# [Data for analysis]

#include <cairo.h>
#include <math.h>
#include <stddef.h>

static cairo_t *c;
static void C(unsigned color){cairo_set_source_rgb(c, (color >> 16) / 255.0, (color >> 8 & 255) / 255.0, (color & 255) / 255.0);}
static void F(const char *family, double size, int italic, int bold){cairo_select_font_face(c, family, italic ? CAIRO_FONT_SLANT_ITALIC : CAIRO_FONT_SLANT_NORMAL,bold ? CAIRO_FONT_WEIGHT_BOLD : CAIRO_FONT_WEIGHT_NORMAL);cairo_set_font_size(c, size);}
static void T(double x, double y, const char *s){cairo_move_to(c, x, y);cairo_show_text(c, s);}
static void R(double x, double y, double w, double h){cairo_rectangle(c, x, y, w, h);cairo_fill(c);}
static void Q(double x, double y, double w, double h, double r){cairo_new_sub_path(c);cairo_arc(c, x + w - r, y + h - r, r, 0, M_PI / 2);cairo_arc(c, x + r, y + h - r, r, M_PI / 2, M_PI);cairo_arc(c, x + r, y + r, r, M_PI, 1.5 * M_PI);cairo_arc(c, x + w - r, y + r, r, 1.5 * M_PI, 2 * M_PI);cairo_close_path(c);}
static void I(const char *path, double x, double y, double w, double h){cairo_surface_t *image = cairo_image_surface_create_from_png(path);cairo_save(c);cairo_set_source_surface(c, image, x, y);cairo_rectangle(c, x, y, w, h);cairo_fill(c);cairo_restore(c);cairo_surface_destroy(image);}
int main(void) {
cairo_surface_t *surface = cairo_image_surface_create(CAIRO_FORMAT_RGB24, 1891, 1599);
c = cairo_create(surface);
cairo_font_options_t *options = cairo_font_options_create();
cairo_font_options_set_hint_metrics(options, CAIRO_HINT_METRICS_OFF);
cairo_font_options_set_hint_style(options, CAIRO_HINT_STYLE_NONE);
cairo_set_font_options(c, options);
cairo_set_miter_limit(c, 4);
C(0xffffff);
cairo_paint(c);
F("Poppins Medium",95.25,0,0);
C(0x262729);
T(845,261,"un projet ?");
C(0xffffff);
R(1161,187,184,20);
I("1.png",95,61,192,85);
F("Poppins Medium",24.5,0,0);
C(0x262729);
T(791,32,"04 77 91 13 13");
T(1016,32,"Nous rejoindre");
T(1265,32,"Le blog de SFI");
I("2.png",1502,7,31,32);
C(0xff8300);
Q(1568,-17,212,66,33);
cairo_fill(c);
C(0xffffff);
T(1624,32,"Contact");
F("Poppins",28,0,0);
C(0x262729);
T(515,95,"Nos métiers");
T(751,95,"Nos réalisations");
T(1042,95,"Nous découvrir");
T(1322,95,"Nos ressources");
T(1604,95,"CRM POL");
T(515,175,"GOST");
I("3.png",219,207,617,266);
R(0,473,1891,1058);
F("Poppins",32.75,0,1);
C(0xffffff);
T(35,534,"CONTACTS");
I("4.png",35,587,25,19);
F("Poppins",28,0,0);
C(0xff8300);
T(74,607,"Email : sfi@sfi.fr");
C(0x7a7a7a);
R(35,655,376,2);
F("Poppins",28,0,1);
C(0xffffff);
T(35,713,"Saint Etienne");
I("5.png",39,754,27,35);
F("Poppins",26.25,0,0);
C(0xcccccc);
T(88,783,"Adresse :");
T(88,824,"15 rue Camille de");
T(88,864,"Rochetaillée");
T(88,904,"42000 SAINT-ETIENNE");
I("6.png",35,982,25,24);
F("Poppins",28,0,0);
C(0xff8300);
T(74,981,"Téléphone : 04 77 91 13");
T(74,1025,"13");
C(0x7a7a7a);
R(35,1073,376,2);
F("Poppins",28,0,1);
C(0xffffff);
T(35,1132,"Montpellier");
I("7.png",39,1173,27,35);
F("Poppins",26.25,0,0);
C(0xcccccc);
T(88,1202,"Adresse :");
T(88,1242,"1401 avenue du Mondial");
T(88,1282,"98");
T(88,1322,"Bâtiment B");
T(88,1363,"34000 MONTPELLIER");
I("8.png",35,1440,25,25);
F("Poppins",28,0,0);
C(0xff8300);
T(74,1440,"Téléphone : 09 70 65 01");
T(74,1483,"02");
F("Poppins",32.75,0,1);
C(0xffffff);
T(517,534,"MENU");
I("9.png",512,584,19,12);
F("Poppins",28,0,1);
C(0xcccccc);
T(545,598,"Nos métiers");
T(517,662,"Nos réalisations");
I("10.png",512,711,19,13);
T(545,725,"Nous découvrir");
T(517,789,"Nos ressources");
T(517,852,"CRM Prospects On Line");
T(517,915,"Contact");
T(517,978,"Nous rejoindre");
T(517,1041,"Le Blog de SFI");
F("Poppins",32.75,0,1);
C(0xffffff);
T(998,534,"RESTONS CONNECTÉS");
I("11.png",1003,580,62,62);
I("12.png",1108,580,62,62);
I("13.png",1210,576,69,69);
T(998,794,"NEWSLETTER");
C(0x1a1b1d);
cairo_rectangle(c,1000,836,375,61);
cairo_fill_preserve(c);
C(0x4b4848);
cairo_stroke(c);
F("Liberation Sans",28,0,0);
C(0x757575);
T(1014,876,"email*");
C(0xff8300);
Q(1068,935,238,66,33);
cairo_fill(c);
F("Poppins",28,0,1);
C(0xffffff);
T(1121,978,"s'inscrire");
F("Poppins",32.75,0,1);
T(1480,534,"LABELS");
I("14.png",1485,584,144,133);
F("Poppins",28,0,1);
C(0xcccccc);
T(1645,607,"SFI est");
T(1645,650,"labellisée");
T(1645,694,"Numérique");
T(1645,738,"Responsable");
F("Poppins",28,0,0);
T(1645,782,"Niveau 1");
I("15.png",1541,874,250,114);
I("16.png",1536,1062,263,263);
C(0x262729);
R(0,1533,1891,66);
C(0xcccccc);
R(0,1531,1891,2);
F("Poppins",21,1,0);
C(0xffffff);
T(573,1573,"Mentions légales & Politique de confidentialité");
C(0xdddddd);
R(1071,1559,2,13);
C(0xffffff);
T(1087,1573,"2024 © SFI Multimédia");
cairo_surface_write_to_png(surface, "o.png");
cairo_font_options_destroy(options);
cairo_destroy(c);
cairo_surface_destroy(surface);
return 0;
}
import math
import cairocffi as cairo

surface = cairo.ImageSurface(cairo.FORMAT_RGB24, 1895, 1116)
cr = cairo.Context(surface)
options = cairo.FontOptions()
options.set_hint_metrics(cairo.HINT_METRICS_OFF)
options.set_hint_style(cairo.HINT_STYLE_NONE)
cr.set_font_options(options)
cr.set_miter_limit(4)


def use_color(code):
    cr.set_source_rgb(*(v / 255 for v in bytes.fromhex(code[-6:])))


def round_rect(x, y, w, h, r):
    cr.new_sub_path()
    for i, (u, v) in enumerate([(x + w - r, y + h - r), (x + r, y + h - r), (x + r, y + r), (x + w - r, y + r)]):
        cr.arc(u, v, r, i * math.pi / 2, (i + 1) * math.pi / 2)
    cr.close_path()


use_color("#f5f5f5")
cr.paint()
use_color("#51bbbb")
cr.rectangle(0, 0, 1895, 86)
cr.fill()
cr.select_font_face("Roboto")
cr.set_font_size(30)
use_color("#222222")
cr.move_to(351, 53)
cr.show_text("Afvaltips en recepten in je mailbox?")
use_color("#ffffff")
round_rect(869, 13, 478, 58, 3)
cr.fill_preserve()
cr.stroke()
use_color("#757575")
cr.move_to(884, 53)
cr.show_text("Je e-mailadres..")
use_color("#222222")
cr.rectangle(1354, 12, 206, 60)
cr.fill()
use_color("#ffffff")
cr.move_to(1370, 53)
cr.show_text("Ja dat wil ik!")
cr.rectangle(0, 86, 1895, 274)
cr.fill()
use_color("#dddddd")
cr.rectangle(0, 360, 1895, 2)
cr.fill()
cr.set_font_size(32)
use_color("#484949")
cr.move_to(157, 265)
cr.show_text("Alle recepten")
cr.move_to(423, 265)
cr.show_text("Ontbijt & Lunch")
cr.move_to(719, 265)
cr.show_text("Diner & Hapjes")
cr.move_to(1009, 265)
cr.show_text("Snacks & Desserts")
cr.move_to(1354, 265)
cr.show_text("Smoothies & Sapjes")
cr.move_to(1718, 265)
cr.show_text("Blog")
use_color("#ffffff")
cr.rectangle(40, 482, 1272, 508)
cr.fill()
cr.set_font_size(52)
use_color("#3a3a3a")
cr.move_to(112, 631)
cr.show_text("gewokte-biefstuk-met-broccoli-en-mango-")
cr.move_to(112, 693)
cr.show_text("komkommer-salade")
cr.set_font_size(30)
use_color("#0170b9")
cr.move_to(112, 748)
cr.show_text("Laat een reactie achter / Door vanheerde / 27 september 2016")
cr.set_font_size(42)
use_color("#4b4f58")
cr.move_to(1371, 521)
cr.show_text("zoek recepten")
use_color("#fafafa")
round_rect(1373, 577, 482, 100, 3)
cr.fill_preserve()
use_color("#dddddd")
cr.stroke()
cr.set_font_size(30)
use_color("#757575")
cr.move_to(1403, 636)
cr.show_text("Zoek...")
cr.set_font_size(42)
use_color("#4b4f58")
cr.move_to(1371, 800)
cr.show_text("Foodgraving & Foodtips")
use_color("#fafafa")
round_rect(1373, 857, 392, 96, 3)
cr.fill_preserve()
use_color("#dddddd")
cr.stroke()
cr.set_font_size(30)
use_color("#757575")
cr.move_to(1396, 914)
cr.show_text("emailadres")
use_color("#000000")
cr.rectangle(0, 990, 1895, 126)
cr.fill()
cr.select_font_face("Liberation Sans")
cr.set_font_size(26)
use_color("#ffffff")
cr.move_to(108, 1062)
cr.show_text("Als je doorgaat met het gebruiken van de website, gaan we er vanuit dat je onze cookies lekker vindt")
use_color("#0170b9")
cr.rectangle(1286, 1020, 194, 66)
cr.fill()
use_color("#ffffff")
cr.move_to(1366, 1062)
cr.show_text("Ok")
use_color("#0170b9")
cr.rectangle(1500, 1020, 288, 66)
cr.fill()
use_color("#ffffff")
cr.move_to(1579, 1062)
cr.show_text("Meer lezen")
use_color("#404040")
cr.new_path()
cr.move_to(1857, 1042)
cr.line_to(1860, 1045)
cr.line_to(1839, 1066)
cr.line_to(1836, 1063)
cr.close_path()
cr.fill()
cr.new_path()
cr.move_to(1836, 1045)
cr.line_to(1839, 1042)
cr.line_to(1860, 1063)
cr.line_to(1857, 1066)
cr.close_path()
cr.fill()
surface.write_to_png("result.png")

# [What you should do]
Take exactly the lines from the one containing "cairo_font_options_t *options = cairo_font_options_create();" through the one containing "cairo_set_miter_limit(c, 4);" in the data above, and output them with nothing added.

# [Your response]
cairo_font_options_t *options = cairo_font_options_create();
cairo_font_options_set_hint_metrics(options, CAIRO_HINT_METRICS_OFF);
cairo_font_options_set_hint_style(options, CAIRO_HINT_STYLE_NONE);
cairo_set_font_options(c, options);
cairo_set_miter_limit(c, 4);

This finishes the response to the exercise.